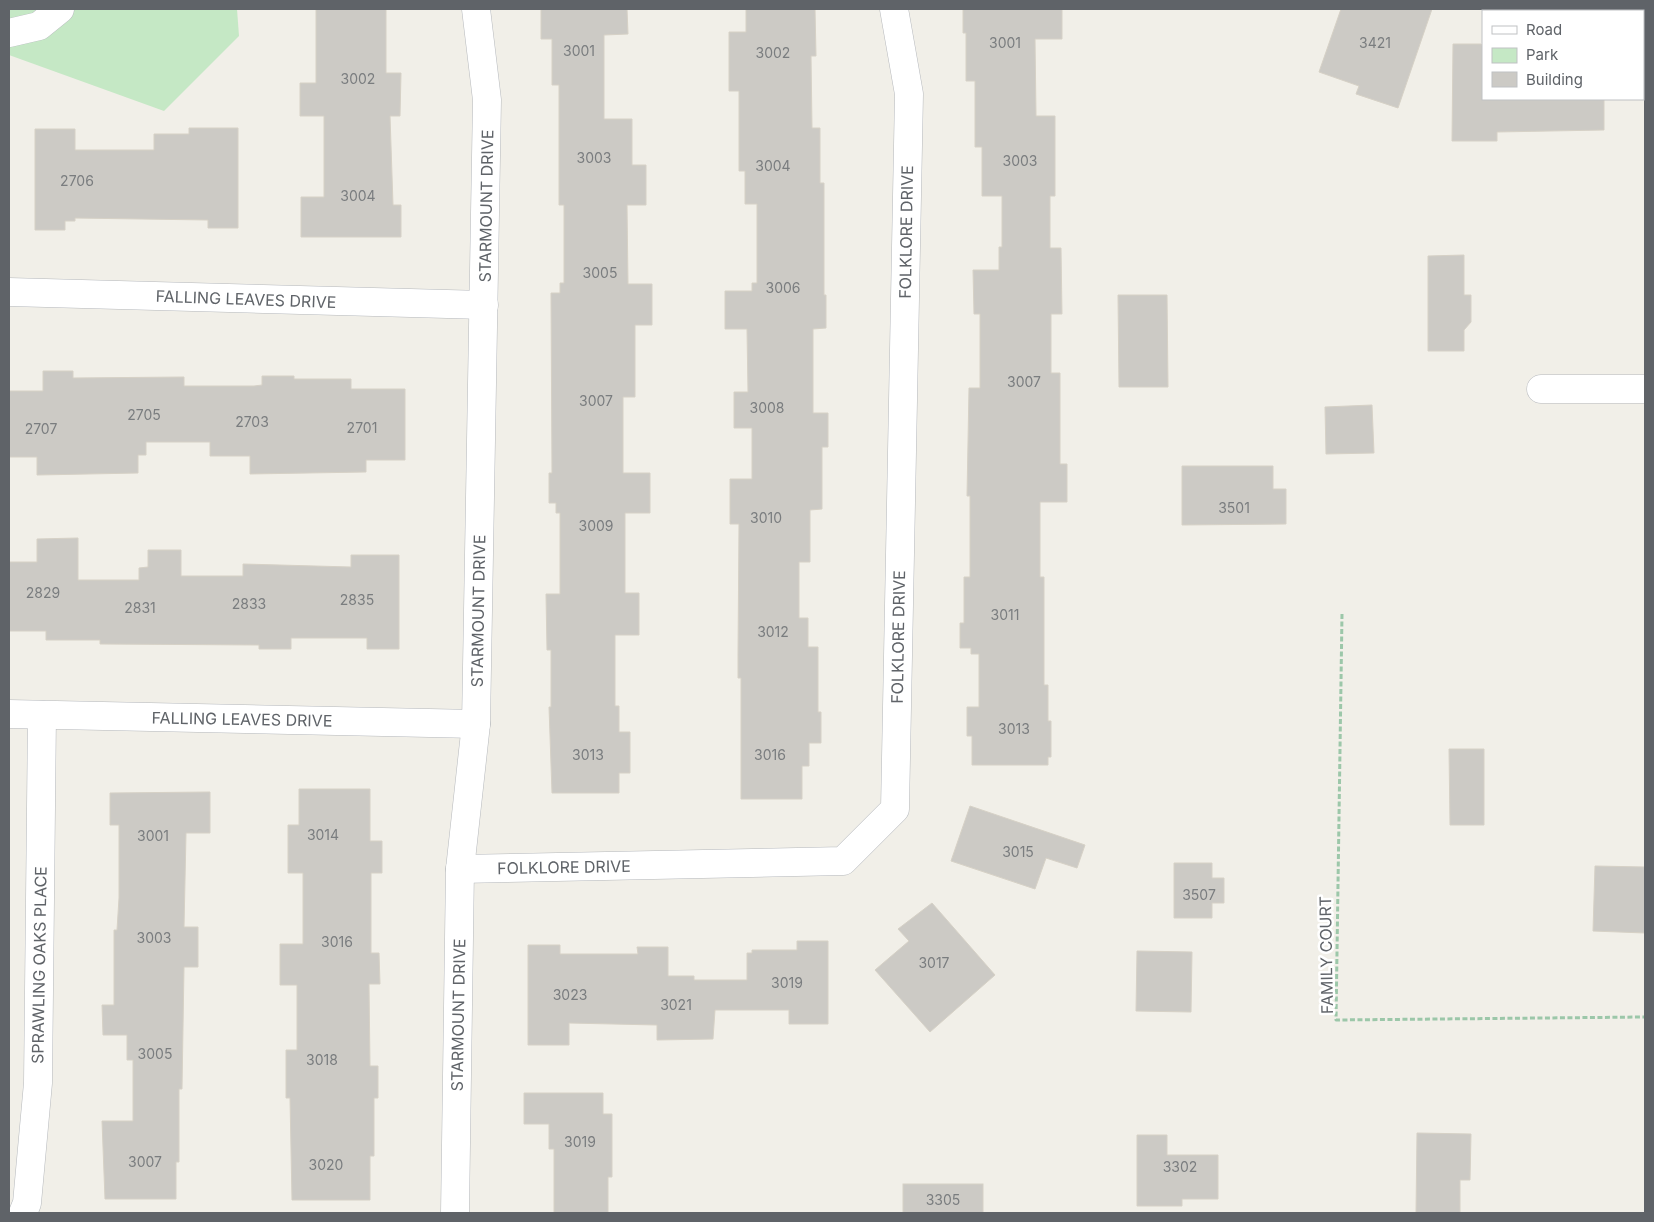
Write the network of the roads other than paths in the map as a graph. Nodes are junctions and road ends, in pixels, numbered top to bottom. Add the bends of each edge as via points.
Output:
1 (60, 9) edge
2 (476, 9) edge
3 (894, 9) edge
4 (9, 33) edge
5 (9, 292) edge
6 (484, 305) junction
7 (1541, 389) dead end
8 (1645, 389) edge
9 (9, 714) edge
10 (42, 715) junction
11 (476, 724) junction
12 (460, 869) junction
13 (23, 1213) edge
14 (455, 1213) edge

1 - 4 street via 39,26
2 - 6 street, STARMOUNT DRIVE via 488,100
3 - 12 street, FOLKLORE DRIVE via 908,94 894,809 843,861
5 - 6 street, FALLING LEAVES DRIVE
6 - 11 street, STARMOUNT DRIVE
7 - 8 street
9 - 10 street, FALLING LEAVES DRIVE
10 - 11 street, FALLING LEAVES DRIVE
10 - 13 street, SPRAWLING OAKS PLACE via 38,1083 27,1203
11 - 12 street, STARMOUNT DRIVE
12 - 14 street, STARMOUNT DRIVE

--- Your goal ---
Pictures aside, reproduce the listing above exactly.

--- Solution for this task ---
Write the network of the roads other than paths in the map as a graph. Nodes are junctions and road ends, in pixels, numbered top to bottom. Add the bends of each edge as via points.
Output:
1 (60, 9) edge
2 (476, 9) edge
3 (894, 9) edge
4 (9, 33) edge
5 (9, 292) edge
6 (484, 305) junction
7 (1541, 389) dead end
8 (1645, 389) edge
9 (9, 714) edge
10 (42, 715) junction
11 (476, 724) junction
12 (460, 869) junction
13 (23, 1213) edge
14 (455, 1213) edge

1 - 4 street via 39,26
2 - 6 street, STARMOUNT DRIVE via 488,100
3 - 12 street, FOLKLORE DRIVE via 908,94 894,809 843,861
5 - 6 street, FALLING LEAVES DRIVE
6 - 11 street, STARMOUNT DRIVE
7 - 8 street
9 - 10 street, FALLING LEAVES DRIVE
10 - 11 street, FALLING LEAVES DRIVE
10 - 13 street, SPRAWLING OAKS PLACE via 38,1083 27,1203
11 - 12 street, STARMOUNT DRIVE
12 - 14 street, STARMOUNT DRIVE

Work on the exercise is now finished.